En quantité il s’agit de la Pierre Arpels, car c’est la plus accessible, même si elle est en or. Elle représente l’un des grands classiques de l’horlogerie, très élégant et très sobre, qui évolue dans la maison depuis la moitié du siècle dernier. Par rapport aux autres marques du groupe, les volumes restent modestes toutefois, c’est une activité un peu marginale pour Van Cleef & Arpels. Pourtant le modèle Heure d’ici & Heure d’ailleurs a eu beaucoup de succès : cette indication originale d’un double fuseau proche de la philosophie de la maison avec cette dimension narrative, intégrant l’idée du secret et de la préciosité dans un univers masculin, a beaucoup plu. Nous allons poursuivre dans cette voie, notamment en présentant au SIHH 2017 la version commerciale du prototype Complication Poétique Midnight Nuit Lumineuse dévoilé en début d’année. D’autres projets au contenu technique exigeant verront le jour ces prochaines années, le plus souvent avec cette vision narrative de l’astronomie que nous maîtrisons bien.
Vous mettez en avant sur votre site les commandes historiques (« quand les hommes passent commande »), est-ce à nouveau une demande ?
En effet depuis deux ans nous rencontrons beaucoup d’intérêt sur des commandes d’objet, nous avons donc redonné vie à cette tradition que Van Cleef avait délaissée. L’engouement s’est fait sentir depuis la mise en avant du patrimoine Van Cleef & Arpels dans des expositions ou des musées, comme à Dubaï, avec des objets très peu connus du public. Ils ont alors suscité des envies menant à des commandes d’objets de table, de coupes, de pendulettes ou des projets d’aménagement intérieur, mais toujours dans les métiers qui sont les nôtres, parfois en lien avec l’ébénisterie. Ce sont des projets assez passionnants.

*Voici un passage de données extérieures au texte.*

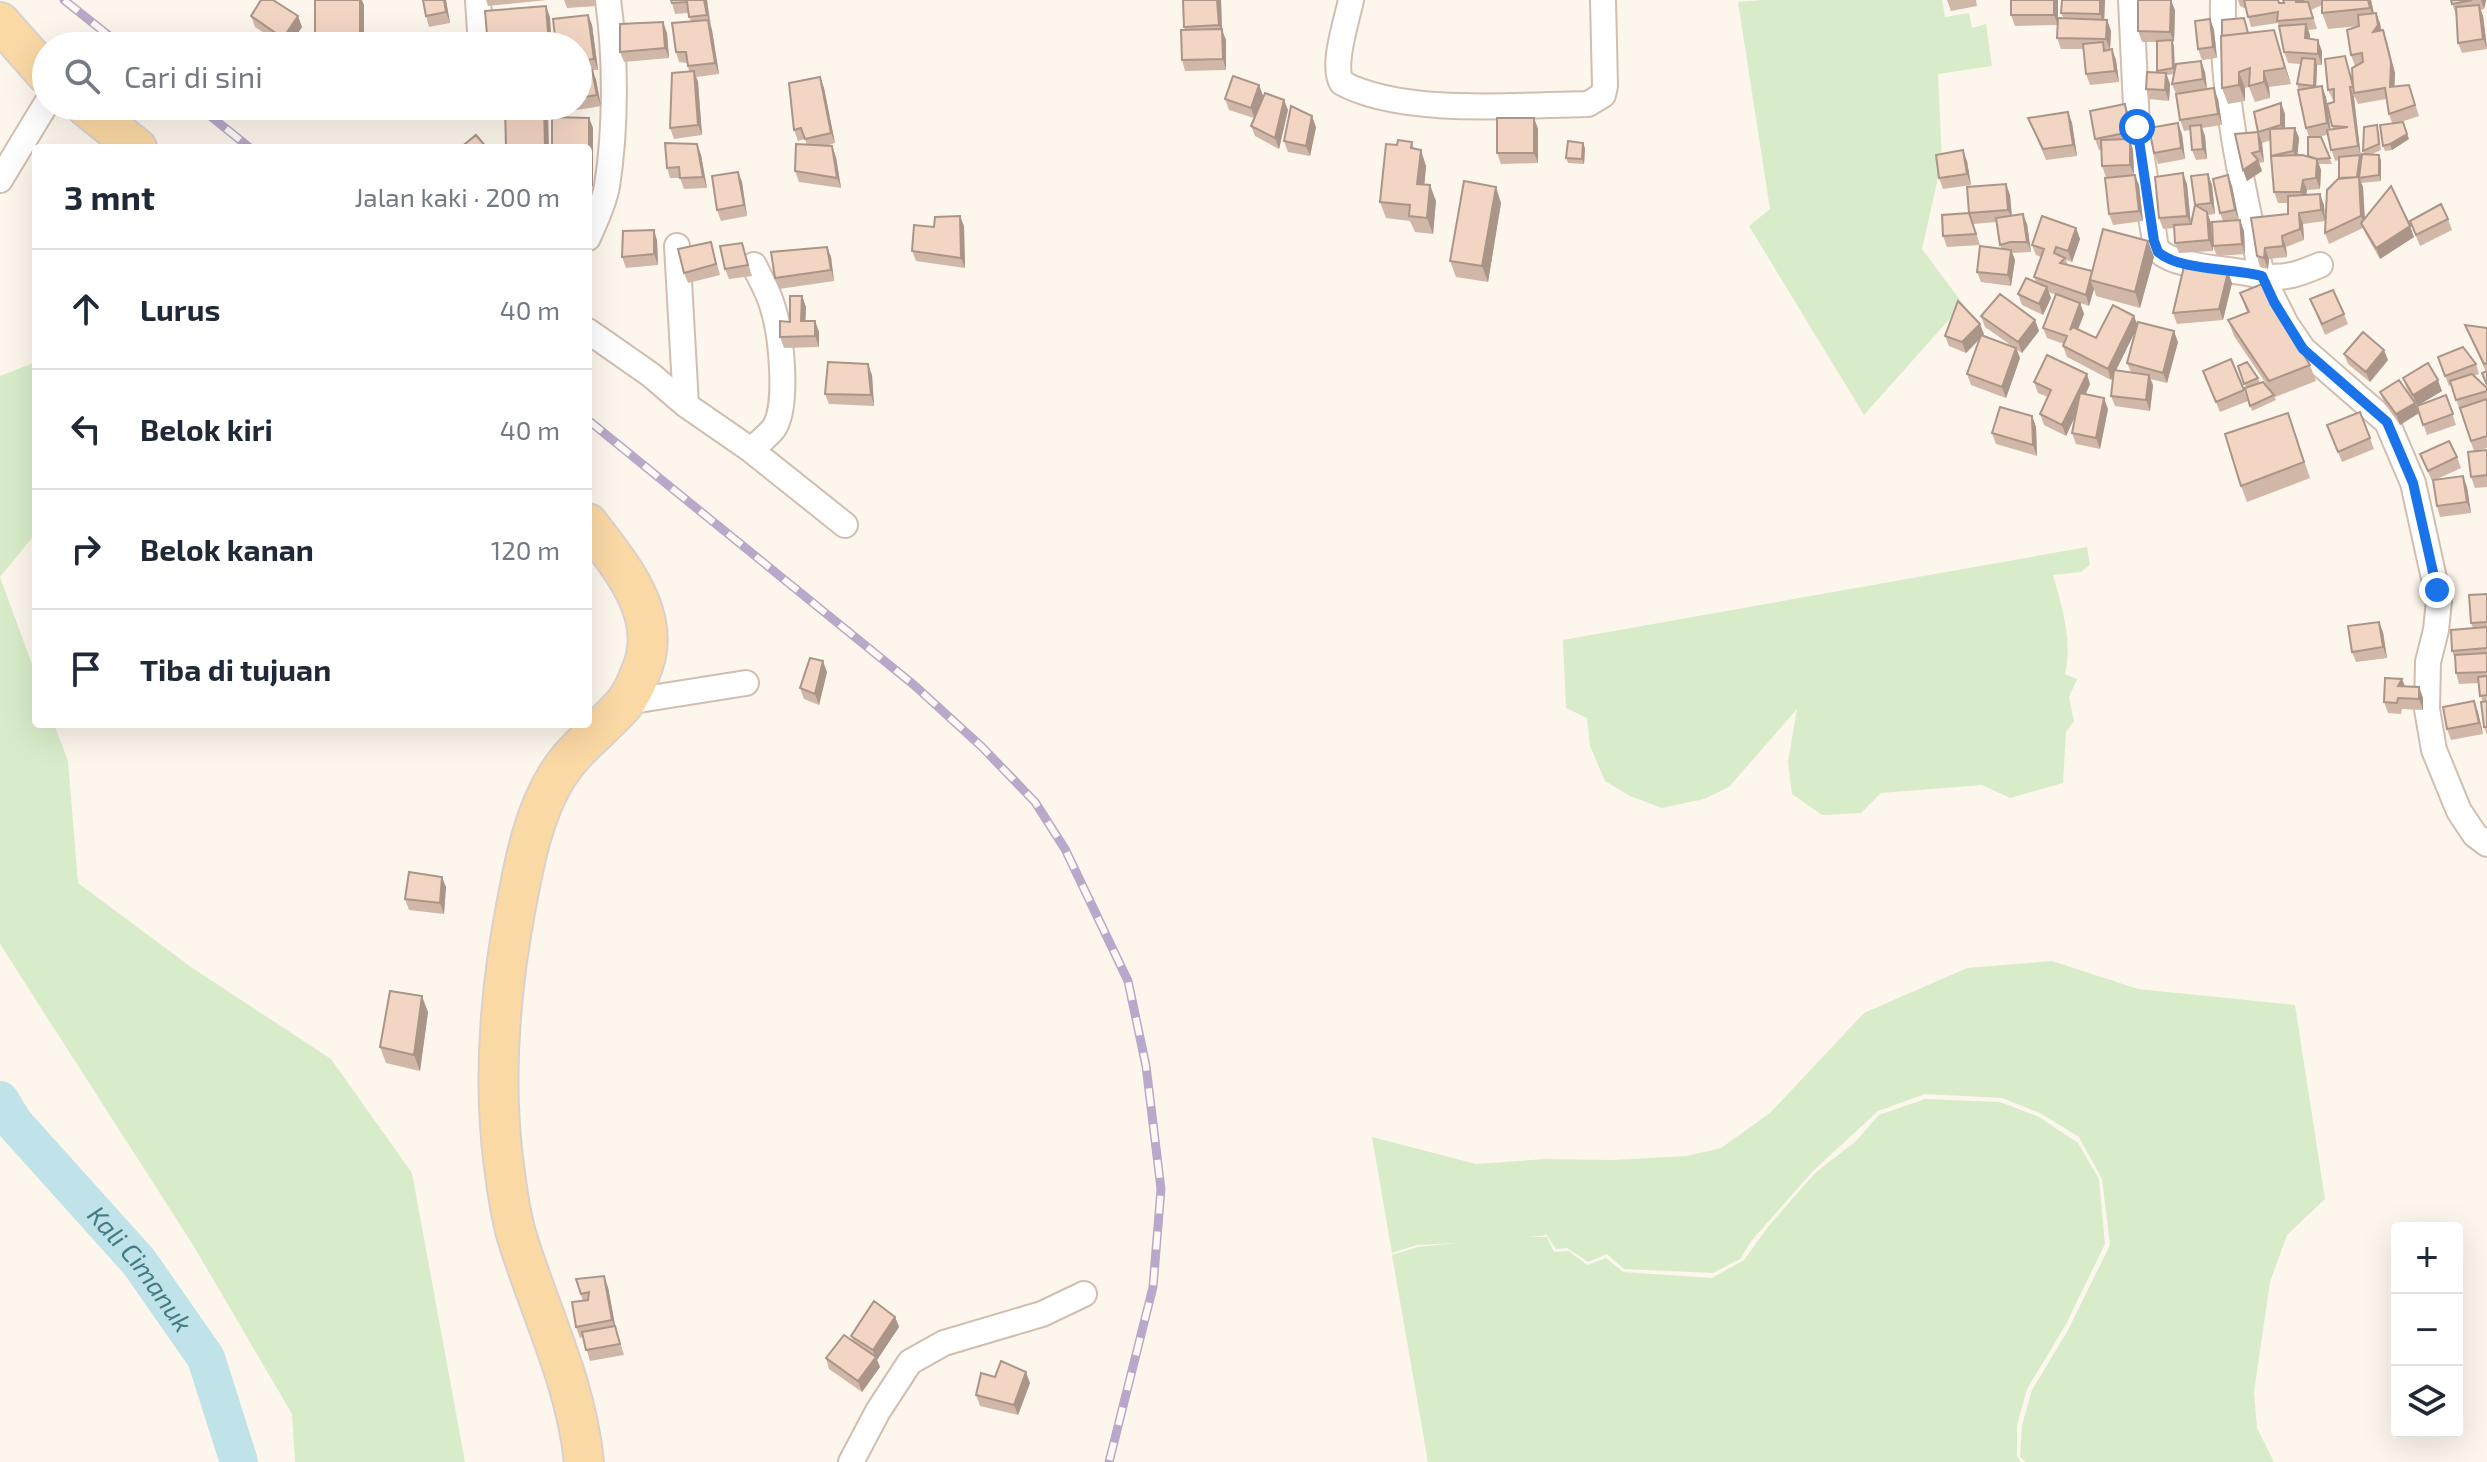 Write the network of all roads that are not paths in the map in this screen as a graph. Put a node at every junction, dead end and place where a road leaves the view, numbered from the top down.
1 (478, 0) edge
2 (608, 0) edge
3 (1351, 0) edge
4 (1603, 0) edge
5 (2131, 0) edge
6 (2223, 0) edge
7 (0, 22) edge
8 (480, 32) edge
9 (32, 58) edge
10 (36, 120) edge
11 (102, 120) edge
12 (132, 144) edge
13 (0, 180) edge
14 (592, 227) edge
15 (677, 246) edge
16 (754, 265) dead end
17 (2320, 265) dead end
18 (2262, 276) junction
19 (592, 334) edge
20 (686, 405) junction
21 (751, 450) junction
22 (845, 525) dead end
23 (592, 529) edge
24 (746, 683) dead end
25 (626, 702) junction
26 (2487, 844) edge
27 (1084, 1294) dead end
28 (584, 1462) edge
29 (851, 1462) edge

1 - 8 street
2 - 14 street
3 - 4 street
5 - 18 street
6 - 18 street
7 - 9 main road
10 - 13 street
11 - 12 main road
15 - 20 street
16 - 21 street
17 - 18 street
18 - 26 street
19 - 20 street
20 - 21 street
21 - 22 street
23 - 25 main road
24 - 25 street
25 - 28 main road
27 - 29 street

Comment se porte l’Ecole Van Cleef & Arpels ?
Elle fête ses cinq ans et voyage depuis trois ans, à Tokyo, New York et Hong Kong qui est même devenu un rendez-vous annuel. Son activité s’intensifie et les filiales se prennent au jeu avec des projets dont elles prennent l’initiative avec beaucoup d’enthousiasme, même s’il s’agit d’une logistique contraignante : une trentaine de personnes se déplace et anime pendant quinze jours quatre sessions générales quotidiennes. En parallèle nous mettons aussi en place des nouveaux contenus et partenariats avec des institutions et des musées tels que l’Ecole Boulle, l’Ecole des Arts Décoratifs ou le Musée d’Histoire Naturelle. A Singapour, l’Ecole a été partie prenante d’une grande exposition au Musée des Arts et des Sciences, avec des programmes pédagogiques et des conférences sur la minéralogie et la gemmologie. Nous mesurons aujourd’hui la pertinence et la force de cette initiative, que le milieu a suivi. L’Ecole Van Cleef & Arpels est devenu un moteur intégré dans le raisonnement de la maison.
Comment expliquez-vous que les résultats de Van Cleef & Arpels semblent peu souffrir de la conjoncture actuelle ?

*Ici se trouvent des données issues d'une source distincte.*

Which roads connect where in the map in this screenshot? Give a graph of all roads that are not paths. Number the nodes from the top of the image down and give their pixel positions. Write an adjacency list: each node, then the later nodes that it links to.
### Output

Ils sont touchés quand même, mais il faut distinguer la joaillerie et l’horlogerie qui ont deux dynamiques différentes, bien que les tendances générales sur le luxe soient en ce moment moins bonnes. La tendance est plus marquée sur l’horlogerie, et plus structurelle, avec ses problèmes de distribution. Comme dans toutes les périodes de récession, on ressent un attrait pour des maisons qui sont rassurantes, et qui d’une certaine manière restent faciles à appréhender. Que ce soit Patek Philippe, Hermès ou Van Cleef & Arpels, ce sont des maisons qui ont un patrimoine, une histoire, une identité restée forte et non diluée par des changements successifs de directions. Cette cohérence, le fait que nous soyons fidèles à notre expertise et l’absence de compromis font aujourd’hui la différence, surtout auprès de clients qui sont de plus en plus informés. Ces connaisseurs continuent à acheter mais avec beaucoup plus de prudence et de discernement, Van Cleef & Arpels en bénéficie.